WHAT TO PRODUCE:
If a line in the data below contains the word "Wrightwood", copy it out.

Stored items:
━━━━━━━━━━

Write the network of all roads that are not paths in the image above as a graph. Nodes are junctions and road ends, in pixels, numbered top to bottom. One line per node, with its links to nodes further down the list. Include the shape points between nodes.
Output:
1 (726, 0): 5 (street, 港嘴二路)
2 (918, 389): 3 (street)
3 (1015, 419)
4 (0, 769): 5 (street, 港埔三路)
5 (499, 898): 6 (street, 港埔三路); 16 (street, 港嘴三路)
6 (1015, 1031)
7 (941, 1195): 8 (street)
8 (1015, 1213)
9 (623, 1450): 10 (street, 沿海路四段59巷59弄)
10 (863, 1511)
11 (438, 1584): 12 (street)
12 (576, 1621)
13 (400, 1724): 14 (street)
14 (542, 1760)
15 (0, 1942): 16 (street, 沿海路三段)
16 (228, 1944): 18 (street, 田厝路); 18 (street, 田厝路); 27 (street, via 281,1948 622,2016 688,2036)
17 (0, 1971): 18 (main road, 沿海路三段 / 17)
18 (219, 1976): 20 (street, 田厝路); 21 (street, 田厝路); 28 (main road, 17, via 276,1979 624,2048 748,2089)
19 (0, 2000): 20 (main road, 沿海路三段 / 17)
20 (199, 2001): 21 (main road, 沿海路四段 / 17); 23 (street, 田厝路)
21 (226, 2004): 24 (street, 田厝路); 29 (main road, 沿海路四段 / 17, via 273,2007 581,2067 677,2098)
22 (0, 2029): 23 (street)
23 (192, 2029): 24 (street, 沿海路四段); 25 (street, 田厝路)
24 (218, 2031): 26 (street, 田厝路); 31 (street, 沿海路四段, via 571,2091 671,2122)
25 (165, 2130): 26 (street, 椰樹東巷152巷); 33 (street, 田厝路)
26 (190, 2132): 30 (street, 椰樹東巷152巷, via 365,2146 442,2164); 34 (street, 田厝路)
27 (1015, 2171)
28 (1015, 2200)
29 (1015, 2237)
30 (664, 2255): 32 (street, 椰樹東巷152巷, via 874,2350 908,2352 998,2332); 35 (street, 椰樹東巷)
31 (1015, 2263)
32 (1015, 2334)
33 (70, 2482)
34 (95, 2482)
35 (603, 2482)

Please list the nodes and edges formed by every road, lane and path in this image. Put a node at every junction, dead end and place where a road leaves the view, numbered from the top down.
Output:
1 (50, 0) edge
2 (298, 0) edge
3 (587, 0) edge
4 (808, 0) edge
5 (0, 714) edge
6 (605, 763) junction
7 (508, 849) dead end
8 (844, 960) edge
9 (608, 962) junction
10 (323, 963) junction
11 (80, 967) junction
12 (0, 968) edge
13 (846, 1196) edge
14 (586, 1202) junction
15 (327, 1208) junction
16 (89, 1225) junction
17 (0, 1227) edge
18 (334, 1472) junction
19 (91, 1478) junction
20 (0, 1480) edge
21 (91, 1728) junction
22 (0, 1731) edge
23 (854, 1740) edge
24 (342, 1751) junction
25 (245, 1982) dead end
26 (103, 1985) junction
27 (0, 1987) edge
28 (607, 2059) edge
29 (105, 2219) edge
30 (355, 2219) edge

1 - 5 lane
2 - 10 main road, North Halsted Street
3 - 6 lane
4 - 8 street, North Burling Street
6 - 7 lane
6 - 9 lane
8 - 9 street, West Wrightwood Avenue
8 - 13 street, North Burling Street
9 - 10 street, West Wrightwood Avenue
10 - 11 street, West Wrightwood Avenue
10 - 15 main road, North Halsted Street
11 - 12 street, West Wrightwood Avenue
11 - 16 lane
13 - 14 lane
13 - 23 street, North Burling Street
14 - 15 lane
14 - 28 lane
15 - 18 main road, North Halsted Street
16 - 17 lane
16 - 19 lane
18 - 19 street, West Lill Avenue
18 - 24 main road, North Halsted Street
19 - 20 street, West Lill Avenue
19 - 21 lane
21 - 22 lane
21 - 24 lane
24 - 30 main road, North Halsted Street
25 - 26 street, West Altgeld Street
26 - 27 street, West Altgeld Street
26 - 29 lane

━━━━━━━━━━

REPLY TO THE EXERCISE:
8 - 9 street, West Wrightwood Avenue
9 - 10 street, West Wrightwood Avenue
10 - 11 street, West Wrightwood Avenue
11 - 12 street, West Wrightwood Avenue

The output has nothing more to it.